Data excerpts:
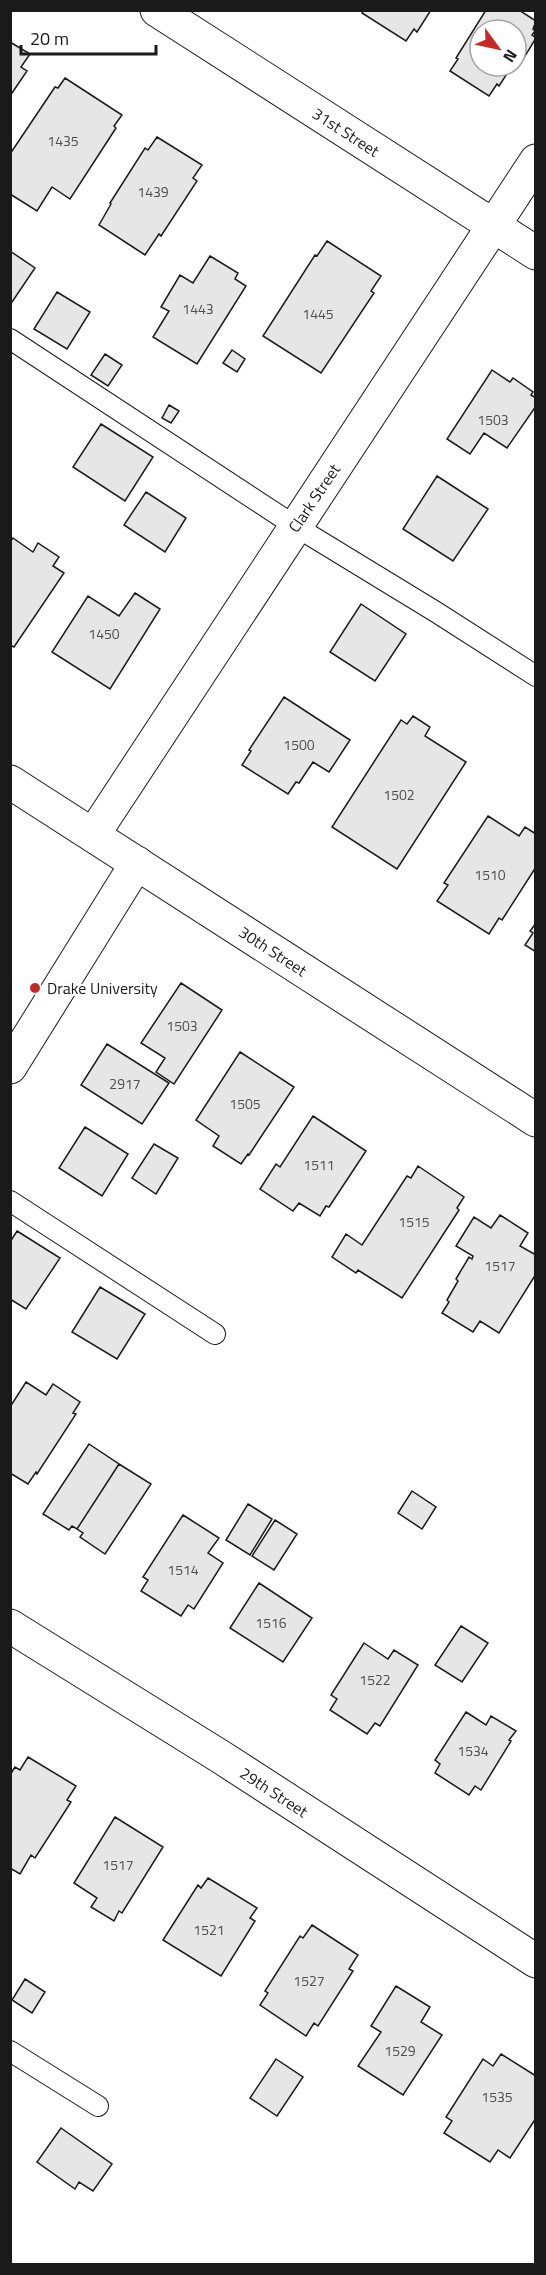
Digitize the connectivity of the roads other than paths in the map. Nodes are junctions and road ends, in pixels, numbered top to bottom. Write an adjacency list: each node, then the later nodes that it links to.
1 (157, 10): 3 (street, 31st Street)
2 (536, 161): 3 (street, Clark Street)
3 (494, 226): 4 (street, 31st Street); 6 (street, Clark Street)
4 (536, 253)
5 (10, 339): 6 (lane)
6 (295, 526): 7 (lane); 9 (street, Clark Street)
7 (536, 676)
8 (10, 782): 9 (street, 30th Street)
9 (93, 835): 10 (street, 30th Street)
10 (137, 863): 11 (street); 12 (street, 30th Street)
11 (10, 1067)
12 (536, 1120)
13 (10, 1201): 14 (lane)
14 (214, 1334)
15 (10, 1626): 16 (street, 29th Street)
16 (536, 1961)
17 (10, 2051): 18 (lane)
18 (98, 2106)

Work instruction: Leave out the pictures, and write out all the remaining data above exactly.

Output for this task:
Digitize the connectivity of the roads other than paths in the map. Nodes are junctions and road ends, in pixels, numbered top to bottom. Write an adjacency list: each node, then the later nodes that it links to.
1 (157, 10): 3 (street, 31st Street)
2 (536, 161): 3 (street, Clark Street)
3 (494, 226): 4 (street, 31st Street); 6 (street, Clark Street)
4 (536, 253)
5 (10, 339): 6 (lane)
6 (295, 526): 7 (lane); 9 (street, Clark Street)
7 (536, 676)
8 (10, 782): 9 (street, 30th Street)
9 (93, 835): 10 (street, 30th Street)
10 (137, 863): 11 (street); 12 (street, 30th Street)
11 (10, 1067)
12 (536, 1120)
13 (10, 1201): 14 (lane)
14 (214, 1334)
15 (10, 1626): 16 (street, 29th Street)
16 (536, 1961)
17 (10, 2051): 18 (lane)
18 (98, 2106)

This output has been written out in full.